Saved data entries:
┌──
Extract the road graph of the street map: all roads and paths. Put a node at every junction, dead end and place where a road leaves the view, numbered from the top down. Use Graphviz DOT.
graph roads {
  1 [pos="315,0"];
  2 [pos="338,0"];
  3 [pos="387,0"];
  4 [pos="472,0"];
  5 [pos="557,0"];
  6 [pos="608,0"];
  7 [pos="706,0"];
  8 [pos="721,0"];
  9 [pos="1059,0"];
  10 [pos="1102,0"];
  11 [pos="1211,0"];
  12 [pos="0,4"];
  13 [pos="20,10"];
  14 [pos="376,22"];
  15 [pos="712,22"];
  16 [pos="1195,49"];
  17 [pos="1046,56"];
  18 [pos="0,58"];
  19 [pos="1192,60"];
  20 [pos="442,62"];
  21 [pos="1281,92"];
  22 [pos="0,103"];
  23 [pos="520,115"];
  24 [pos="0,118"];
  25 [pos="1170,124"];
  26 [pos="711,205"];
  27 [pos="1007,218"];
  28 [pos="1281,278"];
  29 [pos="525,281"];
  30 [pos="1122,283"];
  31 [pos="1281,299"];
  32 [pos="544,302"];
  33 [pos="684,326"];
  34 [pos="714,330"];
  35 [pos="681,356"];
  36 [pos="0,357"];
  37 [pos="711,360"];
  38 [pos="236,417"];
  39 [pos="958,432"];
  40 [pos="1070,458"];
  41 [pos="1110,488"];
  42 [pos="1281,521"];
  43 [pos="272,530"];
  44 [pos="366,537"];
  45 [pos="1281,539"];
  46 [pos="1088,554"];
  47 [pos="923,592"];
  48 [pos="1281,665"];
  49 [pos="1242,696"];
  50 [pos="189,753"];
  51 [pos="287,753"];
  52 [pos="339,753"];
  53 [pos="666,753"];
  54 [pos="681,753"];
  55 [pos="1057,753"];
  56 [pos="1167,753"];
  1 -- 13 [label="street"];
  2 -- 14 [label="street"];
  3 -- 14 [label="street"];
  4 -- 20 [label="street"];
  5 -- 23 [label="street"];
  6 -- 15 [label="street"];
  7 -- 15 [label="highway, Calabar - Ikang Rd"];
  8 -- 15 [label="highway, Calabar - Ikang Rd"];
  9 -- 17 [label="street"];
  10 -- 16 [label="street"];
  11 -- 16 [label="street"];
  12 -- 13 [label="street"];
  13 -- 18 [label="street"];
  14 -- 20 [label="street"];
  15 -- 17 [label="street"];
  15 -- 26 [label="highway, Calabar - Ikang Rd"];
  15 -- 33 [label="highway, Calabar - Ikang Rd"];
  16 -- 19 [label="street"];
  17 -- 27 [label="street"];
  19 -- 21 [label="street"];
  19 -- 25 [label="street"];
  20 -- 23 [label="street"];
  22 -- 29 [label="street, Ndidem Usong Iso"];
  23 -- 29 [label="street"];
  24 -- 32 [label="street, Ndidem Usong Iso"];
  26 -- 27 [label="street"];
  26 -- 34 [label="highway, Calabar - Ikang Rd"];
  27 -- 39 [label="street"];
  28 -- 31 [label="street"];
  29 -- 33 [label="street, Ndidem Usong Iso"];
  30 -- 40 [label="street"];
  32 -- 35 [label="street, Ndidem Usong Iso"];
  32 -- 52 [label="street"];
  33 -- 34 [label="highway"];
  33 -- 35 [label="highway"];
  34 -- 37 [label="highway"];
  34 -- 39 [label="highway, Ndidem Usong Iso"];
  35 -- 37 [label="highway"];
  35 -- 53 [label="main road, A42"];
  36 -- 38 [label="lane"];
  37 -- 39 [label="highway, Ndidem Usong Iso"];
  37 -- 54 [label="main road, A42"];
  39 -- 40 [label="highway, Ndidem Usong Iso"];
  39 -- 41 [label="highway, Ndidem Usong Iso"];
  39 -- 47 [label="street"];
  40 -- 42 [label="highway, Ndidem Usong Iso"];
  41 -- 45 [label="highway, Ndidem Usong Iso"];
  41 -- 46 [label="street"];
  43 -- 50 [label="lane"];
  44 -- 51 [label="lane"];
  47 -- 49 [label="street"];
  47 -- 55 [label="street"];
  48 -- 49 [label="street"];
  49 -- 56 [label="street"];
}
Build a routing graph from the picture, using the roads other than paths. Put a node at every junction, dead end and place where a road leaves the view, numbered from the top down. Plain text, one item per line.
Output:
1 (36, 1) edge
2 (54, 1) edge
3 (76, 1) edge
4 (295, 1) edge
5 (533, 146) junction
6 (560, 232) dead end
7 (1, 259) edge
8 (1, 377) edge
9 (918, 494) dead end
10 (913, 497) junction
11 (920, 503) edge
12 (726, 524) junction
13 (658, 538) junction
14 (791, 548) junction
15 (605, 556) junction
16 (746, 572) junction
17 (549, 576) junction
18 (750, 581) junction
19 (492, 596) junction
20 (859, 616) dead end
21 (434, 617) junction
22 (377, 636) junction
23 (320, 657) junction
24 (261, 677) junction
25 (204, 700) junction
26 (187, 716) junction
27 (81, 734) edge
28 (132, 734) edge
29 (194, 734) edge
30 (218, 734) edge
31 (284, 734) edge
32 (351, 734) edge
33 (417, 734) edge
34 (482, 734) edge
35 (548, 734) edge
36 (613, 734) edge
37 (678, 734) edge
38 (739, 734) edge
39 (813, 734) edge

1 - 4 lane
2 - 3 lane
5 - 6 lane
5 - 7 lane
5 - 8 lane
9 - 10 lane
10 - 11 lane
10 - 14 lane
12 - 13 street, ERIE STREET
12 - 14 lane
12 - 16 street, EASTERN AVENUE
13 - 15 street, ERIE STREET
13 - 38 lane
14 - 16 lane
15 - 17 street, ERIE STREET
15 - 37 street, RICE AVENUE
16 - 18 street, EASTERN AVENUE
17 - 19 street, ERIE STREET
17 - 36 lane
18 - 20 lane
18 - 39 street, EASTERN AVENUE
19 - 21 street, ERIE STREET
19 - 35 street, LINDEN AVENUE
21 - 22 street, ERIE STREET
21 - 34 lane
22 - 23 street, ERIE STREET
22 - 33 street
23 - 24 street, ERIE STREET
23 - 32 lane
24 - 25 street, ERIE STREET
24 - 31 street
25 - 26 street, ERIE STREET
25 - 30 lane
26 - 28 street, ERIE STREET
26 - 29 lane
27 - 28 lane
└──
Work required:
Write out the entries above word for word.

Result for this task:
Extract the road graph of the street map: all roads and paths. Put a node at every junction, dead end and place where a road leaves the view, numbered from the top down. Use Graphviz DOT.
graph roads {
  1 [pos="315,0"];
  2 [pos="338,0"];
  3 [pos="387,0"];
  4 [pos="472,0"];
  5 [pos="557,0"];
  6 [pos="608,0"];
  7 [pos="706,0"];
  8 [pos="721,0"];
  9 [pos="1059,0"];
  10 [pos="1102,0"];
  11 [pos="1211,0"];
  12 [pos="0,4"];
  13 [pos="20,10"];
  14 [pos="376,22"];
  15 [pos="712,22"];
  16 [pos="1195,49"];
  17 [pos="1046,56"];
  18 [pos="0,58"];
  19 [pos="1192,60"];
  20 [pos="442,62"];
  21 [pos="1281,92"];
  22 [pos="0,103"];
  23 [pos="520,115"];
  24 [pos="0,118"];
  25 [pos="1170,124"];
  26 [pos="711,205"];
  27 [pos="1007,218"];
  28 [pos="1281,278"];
  29 [pos="525,281"];
  30 [pos="1122,283"];
  31 [pos="1281,299"];
  32 [pos="544,302"];
  33 [pos="684,326"];
  34 [pos="714,330"];
  35 [pos="681,356"];
  36 [pos="0,357"];
  37 [pos="711,360"];
  38 [pos="236,417"];
  39 [pos="958,432"];
  40 [pos="1070,458"];
  41 [pos="1110,488"];
  42 [pos="1281,521"];
  43 [pos="272,530"];
  44 [pos="366,537"];
  45 [pos="1281,539"];
  46 [pos="1088,554"];
  47 [pos="923,592"];
  48 [pos="1281,665"];
  49 [pos="1242,696"];
  50 [pos="189,753"];
  51 [pos="287,753"];
  52 [pos="339,753"];
  53 [pos="666,753"];
  54 [pos="681,753"];
  55 [pos="1057,753"];
  56 [pos="1167,753"];
  1 -- 13 [label="street"];
  2 -- 14 [label="street"];
  3 -- 14 [label="street"];
  4 -- 20 [label="street"];
  5 -- 23 [label="street"];
  6 -- 15 [label="street"];
  7 -- 15 [label="highway, Calabar - Ikang Rd"];
  8 -- 15 [label="highway, Calabar - Ikang Rd"];
  9 -- 17 [label="street"];
  10 -- 16 [label="street"];
  11 -- 16 [label="street"];
  12 -- 13 [label="street"];
  13 -- 18 [label="street"];
  14 -- 20 [label="street"];
  15 -- 17 [label="street"];
  15 -- 26 [label="highway, Calabar - Ikang Rd"];
  15 -- 33 [label="highway, Calabar - Ikang Rd"];
  16 -- 19 [label="street"];
  17 -- 27 [label="street"];
  19 -- 21 [label="street"];
  19 -- 25 [label="street"];
  20 -- 23 [label="street"];
  22 -- 29 [label="street, Ndidem Usong Iso"];
  23 -- 29 [label="street"];
  24 -- 32 [label="street, Ndidem Usong Iso"];
  26 -- 27 [label="street"];
  26 -- 34 [label="highway, Calabar - Ikang Rd"];
  27 -- 39 [label="street"];
  28 -- 31 [label="street"];
  29 -- 33 [label="street, Ndidem Usong Iso"];
  30 -- 40 [label="street"];
  32 -- 35 [label="street, Ndidem Usong Iso"];
  32 -- 52 [label="street"];
  33 -- 34 [label="highway"];
  33 -- 35 [label="highway"];
  34 -- 37 [label="highway"];
  34 -- 39 [label="highway, Ndidem Usong Iso"];
  35 -- 37 [label="highway"];
  35 -- 53 [label="main road, A42"];
  36 -- 38 [label="lane"];
  37 -- 39 [label="highway, Ndidem Usong Iso"];
  37 -- 54 [label="main road, A42"];
  39 -- 40 [label="highway, Ndidem Usong Iso"];
  39 -- 41 [label="highway, Ndidem Usong Iso"];
  39 -- 47 [label="street"];
  40 -- 42 [label="highway, Ndidem Usong Iso"];
  41 -- 45 [label="highway, Ndidem Usong Iso"];
  41 -- 46 [label="street"];
  43 -- 50 [label="lane"];
  44 -- 51 [label="lane"];
  47 -- 49 [label="street"];
  47 -- 55 [label="street"];
  48 -- 49 [label="street"];
  49 -- 56 [label="street"];
}
Build a routing graph from the picture, using the roads other than paths. Put a node at every junction, dead end and place where a road leaves the view, numbered from the top down. Plain text, one item per line.
Output:
1 (36, 1) edge
2 (54, 1) edge
3 (76, 1) edge
4 (295, 1) edge
5 (533, 146) junction
6 (560, 232) dead end
7 (1, 259) edge
8 (1, 377) edge
9 (918, 494) dead end
10 (913, 497) junction
11 (920, 503) edge
12 (726, 524) junction
13 (658, 538) junction
14 (791, 548) junction
15 (605, 556) junction
16 (746, 572) junction
17 (549, 576) junction
18 (750, 581) junction
19 (492, 596) junction
20 (859, 616) dead end
21 (434, 617) junction
22 (377, 636) junction
23 (320, 657) junction
24 (261, 677) junction
25 (204, 700) junction
26 (187, 716) junction
27 (81, 734) edge
28 (132, 734) edge
29 (194, 734) edge
30 (218, 734) edge
31 (284, 734) edge
32 (351, 734) edge
33 (417, 734) edge
34 (482, 734) edge
35 (548, 734) edge
36 (613, 734) edge
37 (678, 734) edge
38 (739, 734) edge
39 (813, 734) edge

1 - 4 lane
2 - 3 lane
5 - 6 lane
5 - 7 lane
5 - 8 lane
9 - 10 lane
10 - 11 lane
10 - 14 lane
12 - 13 street, ERIE STREET
12 - 14 lane
12 - 16 street, EASTERN AVENUE
13 - 15 street, ERIE STREET
13 - 38 lane
14 - 16 lane
15 - 17 street, ERIE STREET
15 - 37 street, RICE AVENUE
16 - 18 street, EASTERN AVENUE
17 - 19 street, ERIE STREET
17 - 36 lane
18 - 20 lane
18 - 39 street, EASTERN AVENUE
19 - 21 street, ERIE STREET
19 - 35 street, LINDEN AVENUE
21 - 22 street, ERIE STREET
21 - 34 lane
22 - 23 street, ERIE STREET
22 - 33 street
23 - 24 street, ERIE STREET
23 - 32 lane
24 - 25 street, ERIE STREET
24 - 31 street
25 - 26 street, ERIE STREET
25 - 30 lane
26 - 28 street, ERIE STREET
26 - 29 lane
27 - 28 lane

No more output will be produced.